[[ Data supplied open ]]

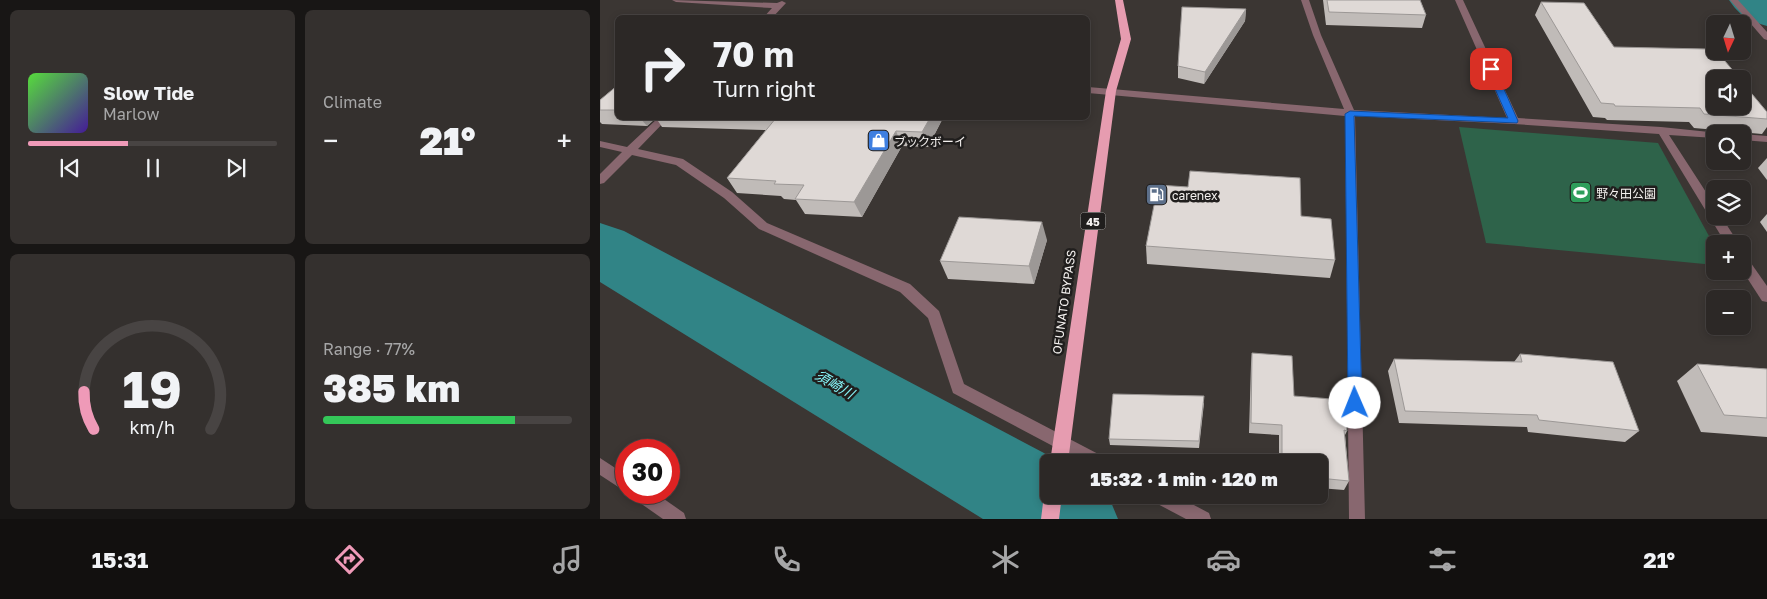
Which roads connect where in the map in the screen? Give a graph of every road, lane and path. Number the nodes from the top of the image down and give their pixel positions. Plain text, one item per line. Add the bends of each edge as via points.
1 (676, 0) edge
2 (1119, 0) edge
3 (1305, 0) edge
4 (1460, 0) edge
5 (1734, 0) edge
6 (783, 3) edge
7 (770, 15) edge
8 (1767, 36) edge
9 (1090, 90) edge
10 (1111, 91) junction
11 (1350, 114) junction
12 (661, 120) edge
13 (1514, 121) junction
14 (1661, 130) junction
15 (1706, 133) edge
16 (1751, 138) edge
17 (1767, 139) edge
18 (600, 144) edge
19 (630, 151) junction
20 (600, 180) edge
21 (1706, 202) edge
22 (1751, 273) edge
23 (1767, 297) edge
24 (1063, 444) junction
25 (1061, 454) edge
26 (1082, 454) edge
27 (600, 466) edge
28 (615, 476) edge
29 (656, 504) edge
30 (1052, 504) edge
31 (1175, 504) edge
32 (678, 519) edge
33 (1050, 519) edge
34 (1203, 519) edge
35 (1357, 519) edge

1 - 6 street
2 - 10 highway, OFUNATO BYPASS / 45 via 1126,39
3 - 11 street
4 - 13 street
5 - 8 street
6 - 7 street
9 - 10 street
10 - 11 street
10 - 24 highway, OFUNATO BYPASS / 45
11 - 13 street
11 - 35 street
12 - 19 street
13 - 14 street
14 - 15 street
14 - 21 street
16 - 17 street
18 - 19 street
19 - 20 street
19 - 24 street via 679,162 728,195 763,226 905,288 934,315 958,388
22 - 23 street
24 - 25 highway, OFUNATO BYPASS / 45
24 - 26 street
27 - 28 street
29 - 32 street
30 - 33 highway
31 - 34 street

[[ Data supplied closed ]]

→ **Exercise**
Reproduce the entries above word for word. Pictures stay out.

→ **Task result**
Which roads connect where in the map in the screen? Give a graph of every road, lane and path. Number the nodes from the top of the image down and give their pixel positions. Plain text, one item per line. Add the bends of each edge as via points.
1 (676, 0) edge
2 (1119, 0) edge
3 (1305, 0) edge
4 (1460, 0) edge
5 (1734, 0) edge
6 (783, 3) edge
7 (770, 15) edge
8 (1767, 36) edge
9 (1090, 90) edge
10 (1111, 91) junction
11 (1350, 114) junction
12 (661, 120) edge
13 (1514, 121) junction
14 (1661, 130) junction
15 (1706, 133) edge
16 (1751, 138) edge
17 (1767, 139) edge
18 (600, 144) edge
19 (630, 151) junction
20 (600, 180) edge
21 (1706, 202) edge
22 (1751, 273) edge
23 (1767, 297) edge
24 (1063, 444) junction
25 (1061, 454) edge
26 (1082, 454) edge
27 (600, 466) edge
28 (615, 476) edge
29 (656, 504) edge
30 (1052, 504) edge
31 (1175, 504) edge
32 (678, 519) edge
33 (1050, 519) edge
34 (1203, 519) edge
35 (1357, 519) edge

1 - 6 street
2 - 10 highway, OFUNATO BYPASS / 45 via 1126,39
3 - 11 street
4 - 13 street
5 - 8 street
6 - 7 street
9 - 10 street
10 - 11 street
10 - 24 highway, OFUNATO BYPASS / 45
11 - 13 street
11 - 35 street
12 - 19 street
13 - 14 street
14 - 15 street
14 - 21 street
16 - 17 street
18 - 19 street
19 - 20 street
19 - 24 street via 679,162 728,195 763,226 905,288 934,315 958,388
22 - 23 street
24 - 25 highway, OFUNATO BYPASS / 45
24 - 26 street
27 - 28 street
29 - 32 street
30 - 33 highway
31 - 34 street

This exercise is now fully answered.